[Entries taken from a collection]
--*--

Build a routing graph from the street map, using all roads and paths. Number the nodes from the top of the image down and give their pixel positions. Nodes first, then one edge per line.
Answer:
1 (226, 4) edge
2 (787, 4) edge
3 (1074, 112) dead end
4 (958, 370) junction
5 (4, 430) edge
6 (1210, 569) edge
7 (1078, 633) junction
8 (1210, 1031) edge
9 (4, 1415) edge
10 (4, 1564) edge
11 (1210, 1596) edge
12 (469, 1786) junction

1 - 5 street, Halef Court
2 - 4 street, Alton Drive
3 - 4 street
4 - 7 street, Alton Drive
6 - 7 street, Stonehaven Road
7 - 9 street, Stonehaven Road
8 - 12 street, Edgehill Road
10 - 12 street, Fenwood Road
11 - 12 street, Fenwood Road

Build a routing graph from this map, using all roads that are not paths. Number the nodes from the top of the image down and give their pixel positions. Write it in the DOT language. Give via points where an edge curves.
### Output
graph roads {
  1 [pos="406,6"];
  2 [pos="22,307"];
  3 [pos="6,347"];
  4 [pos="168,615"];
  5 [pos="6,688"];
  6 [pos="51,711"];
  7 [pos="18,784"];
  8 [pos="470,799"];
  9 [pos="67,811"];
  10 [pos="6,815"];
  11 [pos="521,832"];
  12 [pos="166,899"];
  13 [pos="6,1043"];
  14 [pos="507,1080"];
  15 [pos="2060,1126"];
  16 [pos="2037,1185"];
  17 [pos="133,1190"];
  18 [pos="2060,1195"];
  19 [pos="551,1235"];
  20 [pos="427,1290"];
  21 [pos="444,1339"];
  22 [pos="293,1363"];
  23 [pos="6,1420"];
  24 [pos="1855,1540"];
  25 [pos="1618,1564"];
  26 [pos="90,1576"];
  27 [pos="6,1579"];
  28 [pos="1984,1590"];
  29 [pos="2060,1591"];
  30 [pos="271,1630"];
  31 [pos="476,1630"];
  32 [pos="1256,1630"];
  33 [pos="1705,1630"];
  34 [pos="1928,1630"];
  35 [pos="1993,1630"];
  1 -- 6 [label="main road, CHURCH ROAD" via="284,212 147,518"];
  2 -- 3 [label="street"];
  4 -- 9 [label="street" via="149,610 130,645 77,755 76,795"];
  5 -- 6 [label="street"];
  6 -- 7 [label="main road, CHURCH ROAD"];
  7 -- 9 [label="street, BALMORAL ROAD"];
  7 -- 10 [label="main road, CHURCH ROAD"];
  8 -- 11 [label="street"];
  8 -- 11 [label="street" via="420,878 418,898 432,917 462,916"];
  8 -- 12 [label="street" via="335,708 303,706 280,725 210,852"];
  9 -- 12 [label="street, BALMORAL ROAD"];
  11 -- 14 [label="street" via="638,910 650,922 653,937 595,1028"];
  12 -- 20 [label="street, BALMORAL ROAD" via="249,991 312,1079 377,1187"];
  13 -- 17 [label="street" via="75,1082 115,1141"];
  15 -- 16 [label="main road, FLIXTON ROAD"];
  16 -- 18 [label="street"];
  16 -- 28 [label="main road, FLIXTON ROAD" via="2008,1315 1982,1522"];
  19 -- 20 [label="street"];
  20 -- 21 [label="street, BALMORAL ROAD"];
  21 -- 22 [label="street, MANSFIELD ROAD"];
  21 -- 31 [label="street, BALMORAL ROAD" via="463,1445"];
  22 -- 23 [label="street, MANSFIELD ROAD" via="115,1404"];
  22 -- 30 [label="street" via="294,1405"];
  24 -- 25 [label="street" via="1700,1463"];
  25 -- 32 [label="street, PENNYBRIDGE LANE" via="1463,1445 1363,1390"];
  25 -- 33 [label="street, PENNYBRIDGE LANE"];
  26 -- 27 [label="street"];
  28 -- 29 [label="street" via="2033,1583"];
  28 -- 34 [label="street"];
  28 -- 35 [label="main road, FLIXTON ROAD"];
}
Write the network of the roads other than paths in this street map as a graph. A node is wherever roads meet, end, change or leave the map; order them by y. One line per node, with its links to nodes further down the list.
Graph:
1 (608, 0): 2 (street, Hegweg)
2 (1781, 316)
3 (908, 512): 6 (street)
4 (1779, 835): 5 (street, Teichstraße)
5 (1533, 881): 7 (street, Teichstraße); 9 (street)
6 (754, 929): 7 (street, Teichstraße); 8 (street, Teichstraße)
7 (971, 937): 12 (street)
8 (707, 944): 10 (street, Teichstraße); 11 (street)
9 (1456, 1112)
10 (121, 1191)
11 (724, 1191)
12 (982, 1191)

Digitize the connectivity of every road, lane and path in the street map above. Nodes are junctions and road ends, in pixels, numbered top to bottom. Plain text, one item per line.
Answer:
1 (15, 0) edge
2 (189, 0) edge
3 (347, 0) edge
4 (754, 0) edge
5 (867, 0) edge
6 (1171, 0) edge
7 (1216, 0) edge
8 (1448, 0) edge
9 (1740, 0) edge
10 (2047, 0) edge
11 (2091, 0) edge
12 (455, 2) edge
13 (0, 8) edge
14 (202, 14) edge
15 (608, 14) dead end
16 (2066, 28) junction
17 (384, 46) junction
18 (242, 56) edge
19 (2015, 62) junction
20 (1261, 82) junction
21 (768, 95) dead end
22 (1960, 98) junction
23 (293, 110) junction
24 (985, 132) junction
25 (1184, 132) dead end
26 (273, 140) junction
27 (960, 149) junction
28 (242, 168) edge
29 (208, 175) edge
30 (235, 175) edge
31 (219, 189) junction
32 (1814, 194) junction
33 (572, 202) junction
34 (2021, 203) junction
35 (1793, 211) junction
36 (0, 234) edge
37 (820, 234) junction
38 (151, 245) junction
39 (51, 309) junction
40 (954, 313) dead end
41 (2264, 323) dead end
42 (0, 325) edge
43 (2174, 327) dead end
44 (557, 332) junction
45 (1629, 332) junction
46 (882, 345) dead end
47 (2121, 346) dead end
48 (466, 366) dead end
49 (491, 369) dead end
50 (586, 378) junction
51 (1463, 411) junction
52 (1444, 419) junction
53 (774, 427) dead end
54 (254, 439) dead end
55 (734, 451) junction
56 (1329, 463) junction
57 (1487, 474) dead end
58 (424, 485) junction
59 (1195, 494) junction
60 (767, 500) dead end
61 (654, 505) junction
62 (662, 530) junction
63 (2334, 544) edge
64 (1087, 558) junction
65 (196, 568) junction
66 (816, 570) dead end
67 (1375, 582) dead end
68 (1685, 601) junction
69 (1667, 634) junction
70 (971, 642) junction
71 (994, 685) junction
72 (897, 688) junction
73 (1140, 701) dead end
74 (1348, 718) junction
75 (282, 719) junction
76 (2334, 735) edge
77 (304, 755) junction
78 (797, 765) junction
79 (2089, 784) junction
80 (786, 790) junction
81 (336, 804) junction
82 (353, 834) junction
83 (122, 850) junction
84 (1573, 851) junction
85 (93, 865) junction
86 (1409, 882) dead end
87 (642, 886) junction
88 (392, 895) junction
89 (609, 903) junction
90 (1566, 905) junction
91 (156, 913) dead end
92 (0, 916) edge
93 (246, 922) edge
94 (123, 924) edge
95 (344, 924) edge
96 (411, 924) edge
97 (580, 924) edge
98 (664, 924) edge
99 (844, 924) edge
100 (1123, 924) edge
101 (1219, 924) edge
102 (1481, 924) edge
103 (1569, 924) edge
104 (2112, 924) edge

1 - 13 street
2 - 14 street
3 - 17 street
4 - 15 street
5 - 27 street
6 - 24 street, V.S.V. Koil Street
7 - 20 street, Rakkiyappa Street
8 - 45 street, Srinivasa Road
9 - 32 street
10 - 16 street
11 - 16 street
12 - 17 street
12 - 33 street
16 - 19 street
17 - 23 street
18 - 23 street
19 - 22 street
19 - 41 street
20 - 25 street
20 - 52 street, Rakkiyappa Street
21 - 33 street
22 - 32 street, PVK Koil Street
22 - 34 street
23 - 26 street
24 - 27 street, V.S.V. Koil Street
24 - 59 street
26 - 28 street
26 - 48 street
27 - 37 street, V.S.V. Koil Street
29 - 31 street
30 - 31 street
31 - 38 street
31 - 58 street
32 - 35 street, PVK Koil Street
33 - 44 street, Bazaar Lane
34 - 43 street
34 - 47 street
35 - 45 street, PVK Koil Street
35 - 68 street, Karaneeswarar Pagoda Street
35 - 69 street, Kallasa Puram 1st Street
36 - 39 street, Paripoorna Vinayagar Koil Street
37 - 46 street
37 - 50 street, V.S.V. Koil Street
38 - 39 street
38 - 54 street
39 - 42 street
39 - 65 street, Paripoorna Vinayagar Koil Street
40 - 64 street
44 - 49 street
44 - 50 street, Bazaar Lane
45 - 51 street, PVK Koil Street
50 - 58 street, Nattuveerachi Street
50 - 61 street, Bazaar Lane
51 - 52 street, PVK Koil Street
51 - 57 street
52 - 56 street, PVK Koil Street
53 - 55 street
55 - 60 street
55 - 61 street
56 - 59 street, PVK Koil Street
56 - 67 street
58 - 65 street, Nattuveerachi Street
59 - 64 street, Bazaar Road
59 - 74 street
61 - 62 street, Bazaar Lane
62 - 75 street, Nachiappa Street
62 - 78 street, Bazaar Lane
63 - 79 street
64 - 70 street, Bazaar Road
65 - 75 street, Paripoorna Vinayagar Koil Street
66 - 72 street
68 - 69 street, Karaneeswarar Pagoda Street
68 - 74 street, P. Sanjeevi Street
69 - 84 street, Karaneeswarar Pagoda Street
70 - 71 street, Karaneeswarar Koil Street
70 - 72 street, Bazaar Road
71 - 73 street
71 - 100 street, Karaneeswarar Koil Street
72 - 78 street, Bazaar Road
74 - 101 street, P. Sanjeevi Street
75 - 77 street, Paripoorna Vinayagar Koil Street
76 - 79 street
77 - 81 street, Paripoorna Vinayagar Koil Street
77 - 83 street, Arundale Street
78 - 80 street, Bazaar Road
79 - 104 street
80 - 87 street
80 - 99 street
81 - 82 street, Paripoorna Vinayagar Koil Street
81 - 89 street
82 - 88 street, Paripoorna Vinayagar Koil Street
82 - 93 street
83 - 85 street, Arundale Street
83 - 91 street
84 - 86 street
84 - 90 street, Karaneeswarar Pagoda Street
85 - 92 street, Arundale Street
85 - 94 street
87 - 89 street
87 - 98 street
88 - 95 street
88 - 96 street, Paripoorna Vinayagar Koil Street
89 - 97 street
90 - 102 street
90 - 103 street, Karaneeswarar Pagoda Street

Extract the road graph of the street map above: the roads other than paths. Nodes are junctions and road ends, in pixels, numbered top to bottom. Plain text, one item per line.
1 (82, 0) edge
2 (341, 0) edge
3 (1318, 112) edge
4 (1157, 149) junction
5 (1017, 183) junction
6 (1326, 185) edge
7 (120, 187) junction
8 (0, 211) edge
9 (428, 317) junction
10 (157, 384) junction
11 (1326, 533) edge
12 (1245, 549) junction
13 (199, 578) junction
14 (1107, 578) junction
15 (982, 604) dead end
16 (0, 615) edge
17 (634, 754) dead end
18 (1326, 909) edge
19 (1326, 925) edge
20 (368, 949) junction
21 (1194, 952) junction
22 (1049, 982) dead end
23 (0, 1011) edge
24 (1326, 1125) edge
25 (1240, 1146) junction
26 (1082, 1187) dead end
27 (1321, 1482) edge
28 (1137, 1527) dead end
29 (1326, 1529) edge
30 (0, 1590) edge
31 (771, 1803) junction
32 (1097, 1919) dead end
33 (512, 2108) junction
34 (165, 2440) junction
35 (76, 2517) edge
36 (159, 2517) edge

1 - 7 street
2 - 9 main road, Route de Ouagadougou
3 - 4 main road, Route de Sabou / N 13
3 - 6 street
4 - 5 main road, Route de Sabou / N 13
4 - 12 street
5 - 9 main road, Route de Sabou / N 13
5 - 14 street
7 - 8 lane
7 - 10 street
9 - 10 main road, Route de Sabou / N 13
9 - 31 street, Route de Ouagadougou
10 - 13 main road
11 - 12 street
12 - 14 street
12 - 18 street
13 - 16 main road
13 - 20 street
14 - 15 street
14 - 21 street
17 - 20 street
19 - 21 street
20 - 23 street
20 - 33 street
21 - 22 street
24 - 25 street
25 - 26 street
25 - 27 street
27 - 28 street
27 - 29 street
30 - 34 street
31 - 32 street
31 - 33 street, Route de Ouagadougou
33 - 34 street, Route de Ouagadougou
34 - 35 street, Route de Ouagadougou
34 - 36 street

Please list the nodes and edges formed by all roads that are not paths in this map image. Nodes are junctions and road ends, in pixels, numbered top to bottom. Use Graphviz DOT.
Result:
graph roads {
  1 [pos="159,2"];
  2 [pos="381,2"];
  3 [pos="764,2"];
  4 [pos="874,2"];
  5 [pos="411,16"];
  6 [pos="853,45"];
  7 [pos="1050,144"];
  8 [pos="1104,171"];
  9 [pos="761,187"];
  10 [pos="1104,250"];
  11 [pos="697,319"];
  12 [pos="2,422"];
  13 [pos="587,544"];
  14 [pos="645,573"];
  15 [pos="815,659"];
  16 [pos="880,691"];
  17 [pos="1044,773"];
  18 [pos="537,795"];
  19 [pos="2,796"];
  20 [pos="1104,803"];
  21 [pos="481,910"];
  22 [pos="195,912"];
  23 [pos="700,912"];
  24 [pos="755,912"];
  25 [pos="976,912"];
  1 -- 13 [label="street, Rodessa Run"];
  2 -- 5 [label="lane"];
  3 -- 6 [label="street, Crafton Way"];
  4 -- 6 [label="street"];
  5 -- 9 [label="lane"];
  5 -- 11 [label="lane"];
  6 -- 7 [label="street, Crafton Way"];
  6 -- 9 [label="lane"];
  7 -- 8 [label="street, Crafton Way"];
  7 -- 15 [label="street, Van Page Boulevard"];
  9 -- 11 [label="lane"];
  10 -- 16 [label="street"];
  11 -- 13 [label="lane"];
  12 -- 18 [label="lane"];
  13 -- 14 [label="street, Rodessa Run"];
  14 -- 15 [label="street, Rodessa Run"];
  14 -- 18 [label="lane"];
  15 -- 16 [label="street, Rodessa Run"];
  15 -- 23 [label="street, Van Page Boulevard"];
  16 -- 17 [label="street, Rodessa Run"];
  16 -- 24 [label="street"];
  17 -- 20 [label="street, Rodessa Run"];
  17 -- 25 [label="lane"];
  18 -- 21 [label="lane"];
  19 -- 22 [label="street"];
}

--*--

=== Aim of the exercise ===
Search the entries for the word "text", then gather every line that has it.

=== Answer to this exercise ===
Digitize the connectivity of every road, lane and path in the street map above. Nodes are junctions and road ends, in pixels, numbered top to bottom. Plain text, one item per line.
Extract the road graph of the street map above: the roads other than paths. Nodes are junctions and road ends, in pixels, numbered top to bottom. Plain text, one item per line.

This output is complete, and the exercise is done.